Il s’était marié et il habitait, avec sa jeune femme, justement la belle maison dont nous venons de parler. Un jour, ils étaient dans le jardin, et la jeune dame plantait une fleur des champs qu’elle avait rapportée de la promenade, et qu’elle trouvait aussi belle qu’une fleur de serre.
Elle raffermisssait, de ses petites mains, la terre autour de la racine, lorsqu’elle se sentit comme piquée aux doigts.
- Aïe ! s’écrie-t-elle, et elle aperçoit quelque chose qui brille.
Qu’était-ce ? Devinez-vous ?
C’était le soldat de plomb, que le vieux monsieur avait cherché vainement et qui était tombé là pendant les démolitions, se trouvait sous terre depuis tant d’années.
La jeune dame le retira, et, sans lui en vouloir de ce qu’il l’avait piquée, elle le nettoya avec une feuille humide de rosée, et le sécha avec son mouchoir fin, qui sentait bon.
Et le soldat de plomb était bien aise, comme s’il se réveillait d’un long évanouissement.
- Laisse-moi le voir, dit le jeune homme, en souriant.
Puis il hocha la tête et continua :
- Non, ce ne peut pas être le même ; mais il me rappelle un autre soldat de plomb que j’avais lorsque j’étais petit.
Et il raconta l’histoire de la vieille maison, et du vieux monsieur, auquel il avait envoyé, pour lui tenir compagnie, son soldat de plomb.
La jeune dame fut touchée jusqu’aux larmes de ce récit, surtout quand il fut question du portrait qui avait été acheté chez le marchand de bric-à-brac.

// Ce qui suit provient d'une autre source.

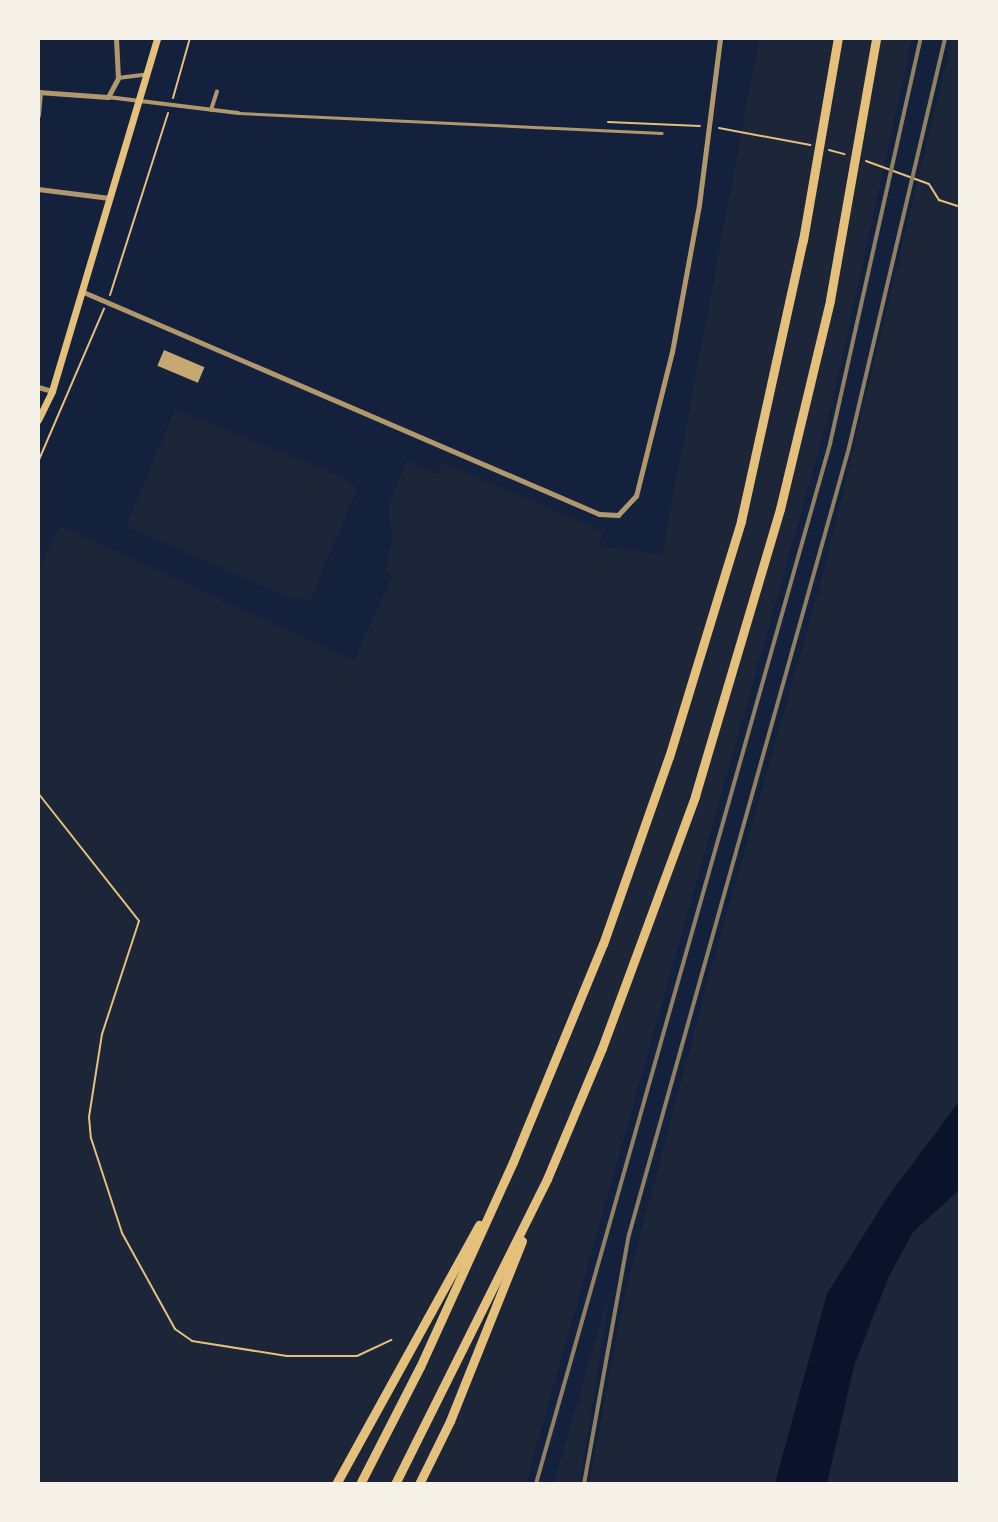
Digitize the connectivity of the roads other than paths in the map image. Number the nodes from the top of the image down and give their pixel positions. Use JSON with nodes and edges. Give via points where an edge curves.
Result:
{"nodes":[{"id":1,"x":116,"y":38,"type":"edge"},
{"id":2,"x":157,"y":38,"type":"edge"},
{"id":3,"x":720,"y":38,"type":"edge"},
{"id":4,"x":838,"y":38,"type":"edge"},
{"id":5,"x":876,"y":38,"type":"edge"},
{"id":6,"x":146,"y":75,"type":"junction"},
{"id":7,"x":118,"y":78,"type":"junction"},
{"id":8,"x":39,"y":92,"type":"edge"},
{"id":9,"x":217,"y":92,"type":"dead end"},
{"id":10,"x":108,"y":97,"type":"junction"},
{"id":11,"x":138,"y":101,"type":"junction"},
{"id":12,"x":211,"y":110,"type":"junction"},
{"id":13,"x":238,"y":113,"type":"joint"},
{"id":14,"x":38,"y":115,"type":"edge"},
{"id":15,"x":662,"y":133,"type":"dead end"},
{"id":16,"x":38,"y":189,"type":"edge"},
{"id":17,"x":109,"y":198,"type":"junction"},
{"id":18,"x":81,"y":291,"type":"junction"},
{"id":19,"x":38,"y":387,"type":"edge"},
{"id":20,"x":52,"y":391,"type":"junction"},
{"id":21,"x":38,"y":420,"type":"edge"},
{"id":22,"x":513,"y":1162,"type":"junction"},
{"id":23,"x":547,"y":1179,"type":"junction"},
{"id":24,"x":336,"y":1483,"type":"edge"},
{"id":25,"x":360,"y":1483,"type":"edge"},
{"id":26,"x":395,"y":1483,"type":"edge"},
{"id":27,"x":419,"y":1483,"type":"edge"}],
"edges":[{"from":1,"to":7,"type":"street"},
{"from":2,"to":6,"type":"main road"},
{"from":3,"to":18,"type":"street","via":[[689,262],[654,428],[631,506],[618,515],[599,514]]},
{"from":4,"to":22,"type":"highway","via":[[803,240],[737,533],[641,839]]},
{"from":5,"to":23,"type":"highway","via":[[830,300],[780,509],[739,654],[690,808],[602,1048]]},
{"from":6,"to":7,"type":"street"},
{"from":6,"to":11,"type":"main road"},
{"from":7,"to":10,"type":"street"},
{"from":8,"to":10,"type":"street"},
{"from":8,"to":14,"type":"street"},
{"from":9,"to":12,"type":"street"},
{"from":10,"to":11,"type":"street"},
{"from":11,"to":12,"type":"street"},
{"from":11,"to":17,"type":"main road"},
{"from":12,"to":13,"type":"street"},
{"from":13,"to":15,"type":"lane"},
{"from":16,"to":17,"type":"street"},
{"from":17,"to":18,"type":"main road"},
{"from":18,"to":20,"type":"main road"},
{"from":19,"to":20,"type":"street"},
{"from":20,"to":21,"type":"main road"},
{"from":22,"to":24,"type":"highway"},
{"from":22,"to":25,"type":"highway","via":[[420,1367]]},
{"from":23,"to":26,"type":"highway"},
{"from":23,"to":27,"type":"highway","via":[[455,1410]]}]}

- Il serait cependant possible, dit-elle, que ce fût le même soldat de plomb.
Je veux le garder avec soin ; il me rappellera ce que tu viens de me conter.
- Tu me conduiras, n’est-ce pas, sur la tombe du vieux monsieur ? Je ne sais pas où elle se trouve, répondit-il ; j’ai demandé à la voir, personne n’a pu me l’indiquer.
Tous ses amis étaient morts. Je sais seulement que c’est très loin d’ici ; au moment où on a emporté le cercueil, je n’ai pas questionné ; j’étais trop petit pour aller si loin y porter des fleurs.
- Oh ! Comme il a été seul, dans sa tombe également ! dit la dame, personne n’en aura pris soin.
- Moi aussi, j’ai été longtemps bien seul, se dit le soldat de plomb ; mais, quelle compensation aujourd’hui ; je ne suis pas oublié !
Comme la dame l’emportait dans la maison, il jeta un dernier regard sur l’endroit où il était resté tant d’années ; que vit-il, ressemblant à de la vulgaire terre ?
Un morceau de la belle tapisserie. La dorure, elle, avait entièrement disparu.
Et, de sa fine oreille, le soldat entendit un murmure où il distinguait ces paroles :
- La dorure passe, mais le cuir reste.
S’il avait pu, il aurait volontiers haussé les épaules ; chez lui, couleur et dorure étaient restées.